**WHAT IS EXPECTED**. Exactly as given, transcribe each entry that follows.

[Data records]
*** Begin section ***
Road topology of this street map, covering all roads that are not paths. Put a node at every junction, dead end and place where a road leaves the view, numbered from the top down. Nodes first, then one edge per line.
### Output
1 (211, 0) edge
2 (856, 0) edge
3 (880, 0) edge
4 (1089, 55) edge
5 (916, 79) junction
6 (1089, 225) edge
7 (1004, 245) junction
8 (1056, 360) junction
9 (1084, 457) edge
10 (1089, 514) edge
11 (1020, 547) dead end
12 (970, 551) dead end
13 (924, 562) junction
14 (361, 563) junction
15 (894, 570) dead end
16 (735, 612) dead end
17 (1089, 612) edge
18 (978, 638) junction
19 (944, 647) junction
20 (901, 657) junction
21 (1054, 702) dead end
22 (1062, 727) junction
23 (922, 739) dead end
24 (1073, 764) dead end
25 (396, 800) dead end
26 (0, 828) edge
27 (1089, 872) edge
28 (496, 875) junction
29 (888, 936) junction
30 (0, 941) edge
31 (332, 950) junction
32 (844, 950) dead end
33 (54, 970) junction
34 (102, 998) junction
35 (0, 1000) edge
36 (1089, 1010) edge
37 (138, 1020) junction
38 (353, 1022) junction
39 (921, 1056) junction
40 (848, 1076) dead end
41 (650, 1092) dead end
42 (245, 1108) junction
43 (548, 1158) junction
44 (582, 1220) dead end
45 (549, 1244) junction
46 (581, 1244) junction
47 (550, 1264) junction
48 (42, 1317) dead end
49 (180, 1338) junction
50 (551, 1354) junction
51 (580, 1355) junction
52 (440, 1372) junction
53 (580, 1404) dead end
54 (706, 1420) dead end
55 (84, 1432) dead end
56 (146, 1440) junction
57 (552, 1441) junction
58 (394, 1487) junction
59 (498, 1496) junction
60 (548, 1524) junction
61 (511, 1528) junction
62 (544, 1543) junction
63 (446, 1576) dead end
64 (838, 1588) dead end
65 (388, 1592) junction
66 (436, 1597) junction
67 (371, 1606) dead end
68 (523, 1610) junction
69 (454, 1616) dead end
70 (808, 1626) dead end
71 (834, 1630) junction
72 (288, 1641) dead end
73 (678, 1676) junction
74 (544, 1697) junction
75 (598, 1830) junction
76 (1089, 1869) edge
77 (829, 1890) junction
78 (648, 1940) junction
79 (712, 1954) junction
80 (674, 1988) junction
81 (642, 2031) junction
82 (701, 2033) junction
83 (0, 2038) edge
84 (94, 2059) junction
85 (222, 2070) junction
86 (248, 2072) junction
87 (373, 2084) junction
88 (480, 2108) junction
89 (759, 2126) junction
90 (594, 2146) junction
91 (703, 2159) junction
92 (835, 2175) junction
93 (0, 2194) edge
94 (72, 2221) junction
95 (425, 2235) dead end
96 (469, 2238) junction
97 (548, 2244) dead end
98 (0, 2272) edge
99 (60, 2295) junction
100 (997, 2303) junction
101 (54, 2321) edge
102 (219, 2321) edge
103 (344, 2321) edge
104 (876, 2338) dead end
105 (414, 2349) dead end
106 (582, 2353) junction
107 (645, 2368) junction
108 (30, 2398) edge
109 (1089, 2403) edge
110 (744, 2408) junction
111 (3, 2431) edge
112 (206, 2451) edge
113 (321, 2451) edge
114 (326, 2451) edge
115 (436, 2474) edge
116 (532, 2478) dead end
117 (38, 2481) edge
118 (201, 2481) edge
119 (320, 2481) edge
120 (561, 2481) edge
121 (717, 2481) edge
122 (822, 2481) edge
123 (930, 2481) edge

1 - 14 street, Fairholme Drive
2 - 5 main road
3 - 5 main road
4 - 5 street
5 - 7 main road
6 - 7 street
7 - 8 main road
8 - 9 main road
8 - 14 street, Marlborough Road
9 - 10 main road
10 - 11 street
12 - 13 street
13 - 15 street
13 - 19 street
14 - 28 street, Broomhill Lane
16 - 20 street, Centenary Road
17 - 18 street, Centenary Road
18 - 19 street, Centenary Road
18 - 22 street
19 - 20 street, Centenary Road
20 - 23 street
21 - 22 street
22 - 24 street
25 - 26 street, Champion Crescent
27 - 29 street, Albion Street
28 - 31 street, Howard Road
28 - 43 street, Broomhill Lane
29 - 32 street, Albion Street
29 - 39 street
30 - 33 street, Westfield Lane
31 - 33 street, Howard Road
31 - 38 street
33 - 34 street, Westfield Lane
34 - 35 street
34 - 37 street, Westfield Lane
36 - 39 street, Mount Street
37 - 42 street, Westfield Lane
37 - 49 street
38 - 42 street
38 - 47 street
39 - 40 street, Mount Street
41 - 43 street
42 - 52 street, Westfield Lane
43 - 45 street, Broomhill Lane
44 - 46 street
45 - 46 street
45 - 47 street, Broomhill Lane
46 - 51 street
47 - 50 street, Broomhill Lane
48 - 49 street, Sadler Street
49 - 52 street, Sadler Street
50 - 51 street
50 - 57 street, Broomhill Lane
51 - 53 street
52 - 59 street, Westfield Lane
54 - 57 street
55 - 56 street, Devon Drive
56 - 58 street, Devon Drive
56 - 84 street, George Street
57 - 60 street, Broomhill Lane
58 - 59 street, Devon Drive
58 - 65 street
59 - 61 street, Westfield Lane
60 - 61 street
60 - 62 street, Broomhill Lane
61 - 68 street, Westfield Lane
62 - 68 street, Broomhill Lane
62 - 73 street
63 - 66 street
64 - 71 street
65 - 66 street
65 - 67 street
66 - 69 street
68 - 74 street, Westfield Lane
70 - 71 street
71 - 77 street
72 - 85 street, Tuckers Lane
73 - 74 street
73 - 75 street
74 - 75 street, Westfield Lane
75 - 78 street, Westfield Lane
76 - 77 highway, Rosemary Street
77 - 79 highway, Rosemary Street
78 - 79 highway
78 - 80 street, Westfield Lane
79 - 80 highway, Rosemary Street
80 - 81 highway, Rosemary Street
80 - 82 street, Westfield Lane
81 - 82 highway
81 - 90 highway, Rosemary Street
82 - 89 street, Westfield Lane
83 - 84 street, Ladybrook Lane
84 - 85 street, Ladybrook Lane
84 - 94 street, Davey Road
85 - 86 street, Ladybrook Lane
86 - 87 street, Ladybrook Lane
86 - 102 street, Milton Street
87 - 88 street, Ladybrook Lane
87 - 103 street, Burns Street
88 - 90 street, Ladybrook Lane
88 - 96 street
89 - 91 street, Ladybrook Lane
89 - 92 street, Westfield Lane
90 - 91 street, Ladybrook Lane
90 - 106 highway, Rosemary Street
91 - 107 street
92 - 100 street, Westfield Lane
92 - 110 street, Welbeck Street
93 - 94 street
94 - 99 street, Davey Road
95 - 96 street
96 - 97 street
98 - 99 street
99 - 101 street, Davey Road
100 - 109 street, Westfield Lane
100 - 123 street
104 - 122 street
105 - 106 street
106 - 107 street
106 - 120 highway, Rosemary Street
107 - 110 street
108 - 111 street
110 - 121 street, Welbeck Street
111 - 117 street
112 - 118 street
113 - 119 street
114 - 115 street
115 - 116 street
*** End section ***
**ANSWER SPACE**.
Road topology of this street map, covering all roads that are not paths. Put a node at every junction, dead end and place where a road leaves the view, numbered from the top down. Nodes first, then one edge per line.
### Output
1 (211, 0) edge
2 (856, 0) edge
3 (880, 0) edge
4 (1089, 55) edge
5 (916, 79) junction
6 (1089, 225) edge
7 (1004, 245) junction
8 (1056, 360) junction
9 (1084, 457) edge
10 (1089, 514) edge
11 (1020, 547) dead end
12 (970, 551) dead end
13 (924, 562) junction
14 (361, 563) junction
15 (894, 570) dead end
16 (735, 612) dead end
17 (1089, 612) edge
18 (978, 638) junction
19 (944, 647) junction
20 (901, 657) junction
21 (1054, 702) dead end
22 (1062, 727) junction
23 (922, 739) dead end
24 (1073, 764) dead end
25 (396, 800) dead end
26 (0, 828) edge
27 (1089, 872) edge
28 (496, 875) junction
29 (888, 936) junction
30 (0, 941) edge
31 (332, 950) junction
32 (844, 950) dead end
33 (54, 970) junction
34 (102, 998) junction
35 (0, 1000) edge
36 (1089, 1010) edge
37 (138, 1020) junction
38 (353, 1022) junction
39 (921, 1056) junction
40 (848, 1076) dead end
41 (650, 1092) dead end
42 (245, 1108) junction
43 (548, 1158) junction
44 (582, 1220) dead end
45 (549, 1244) junction
46 (581, 1244) junction
47 (550, 1264) junction
48 (42, 1317) dead end
49 (180, 1338) junction
50 (551, 1354) junction
51 (580, 1355) junction
52 (440, 1372) junction
53 (580, 1404) dead end
54 (706, 1420) dead end
55 (84, 1432) dead end
56 (146, 1440) junction
57 (552, 1441) junction
58 (394, 1487) junction
59 (498, 1496) junction
60 (548, 1524) junction
61 (511, 1528) junction
62 (544, 1543) junction
63 (446, 1576) dead end
64 (838, 1588) dead end
65 (388, 1592) junction
66 (436, 1597) junction
67 (371, 1606) dead end
68 (523, 1610) junction
69 (454, 1616) dead end
70 (808, 1626) dead end
71 (834, 1630) junction
72 (288, 1641) dead end
73 (678, 1676) junction
74 (544, 1697) junction
75 (598, 1830) junction
76 (1089, 1869) edge
77 (829, 1890) junction
78 (648, 1940) junction
79 (712, 1954) junction
80 (674, 1988) junction
81 (642, 2031) junction
82 (701, 2033) junction
83 (0, 2038) edge
84 (94, 2059) junction
85 (222, 2070) junction
86 (248, 2072) junction
87 (373, 2084) junction
88 (480, 2108) junction
89 (759, 2126) junction
90 (594, 2146) junction
91 (703, 2159) junction
92 (835, 2175) junction
93 (0, 2194) edge
94 (72, 2221) junction
95 (425, 2235) dead end
96 (469, 2238) junction
97 (548, 2244) dead end
98 (0, 2272) edge
99 (60, 2295) junction
100 (997, 2303) junction
101 (54, 2321) edge
102 (219, 2321) edge
103 (344, 2321) edge
104 (876, 2338) dead end
105 (414, 2349) dead end
106 (582, 2353) junction
107 (645, 2368) junction
108 (30, 2398) edge
109 (1089, 2403) edge
110 (744, 2408) junction
111 (3, 2431) edge
112 (206, 2451) edge
113 (321, 2451) edge
114 (326, 2451) edge
115 (436, 2474) edge
116 (532, 2478) dead end
117 (38, 2481) edge
118 (201, 2481) edge
119 (320, 2481) edge
120 (561, 2481) edge
121 (717, 2481) edge
122 (822, 2481) edge
123 (930, 2481) edge

1 - 14 street, Fairholme Drive
2 - 5 main road
3 - 5 main road
4 - 5 street
5 - 7 main road
6 - 7 street
7 - 8 main road
8 - 9 main road
8 - 14 street, Marlborough Road
9 - 10 main road
10 - 11 street
12 - 13 street
13 - 15 street
13 - 19 street
14 - 28 street, Broomhill Lane
16 - 20 street, Centenary Road
17 - 18 street, Centenary Road
18 - 19 street, Centenary Road
18 - 22 street
19 - 20 street, Centenary Road
20 - 23 street
21 - 22 street
22 - 24 street
25 - 26 street, Champion Crescent
27 - 29 street, Albion Street
28 - 31 street, Howard Road
28 - 43 street, Broomhill Lane
29 - 32 street, Albion Street
29 - 39 street
30 - 33 street, Westfield Lane
31 - 33 street, Howard Road
31 - 38 street
33 - 34 street, Westfield Lane
34 - 35 street
34 - 37 street, Westfield Lane
36 - 39 street, Mount Street
37 - 42 street, Westfield Lane
37 - 49 street
38 - 42 street
38 - 47 street
39 - 40 street, Mount Street
41 - 43 street
42 - 52 street, Westfield Lane
43 - 45 street, Broomhill Lane
44 - 46 street
45 - 46 street
45 - 47 street, Broomhill Lane
46 - 51 street
47 - 50 street, Broomhill Lane
48 - 49 street, Sadler Street
49 - 52 street, Sadler Street
50 - 51 street
50 - 57 street, Broomhill Lane
51 - 53 street
52 - 59 street, Westfield Lane
54 - 57 street
55 - 56 street, Devon Drive
56 - 58 street, Devon Drive
56 - 84 street, George Street
57 - 60 street, Broomhill Lane
58 - 59 street, Devon Drive
58 - 65 street
59 - 61 street, Westfield Lane
60 - 61 street
60 - 62 street, Broomhill Lane
61 - 68 street, Westfield Lane
62 - 68 street, Broomhill Lane
62 - 73 street
63 - 66 street
64 - 71 street
65 - 66 street
65 - 67 street
66 - 69 street
68 - 74 street, Westfield Lane
70 - 71 street
71 - 77 street
72 - 85 street, Tuckers Lane
73 - 74 street
73 - 75 street
74 - 75 street, Westfield Lane
75 - 78 street, Westfield Lane
76 - 77 highway, Rosemary Street
77 - 79 highway, Rosemary Street
78 - 79 highway
78 - 80 street, Westfield Lane
79 - 80 highway, Rosemary Street
80 - 81 highway, Rosemary Street
80 - 82 street, Westfield Lane
81 - 82 highway
81 - 90 highway, Rosemary Street
82 - 89 street, Westfield Lane
83 - 84 street, Ladybrook Lane
84 - 85 street, Ladybrook Lane
84 - 94 street, Davey Road
85 - 86 street, Ladybrook Lane
86 - 87 street, Ladybrook Lane
86 - 102 street, Milton Street
87 - 88 street, Ladybrook Lane
87 - 103 street, Burns Street
88 - 90 street, Ladybrook Lane
88 - 96 street
89 - 91 street, Ladybrook Lane
89 - 92 street, Westfield Lane
90 - 91 street, Ladybrook Lane
90 - 106 highway, Rosemary Street
91 - 107 street
92 - 100 street, Westfield Lane
92 - 110 street, Welbeck Street
93 - 94 street
94 - 99 street, Davey Road
95 - 96 street
96 - 97 street
98 - 99 street
99 - 101 street, Davey Road
100 - 109 street, Westfield Lane
100 - 123 street
104 - 122 street
105 - 106 street
106 - 107 street
106 - 120 highway, Rosemary Street
107 - 110 street
108 - 111 street
110 - 121 street, Welbeck Street
111 - 117 street
112 - 118 street
113 - 119 street
114 - 115 street
115 - 116 street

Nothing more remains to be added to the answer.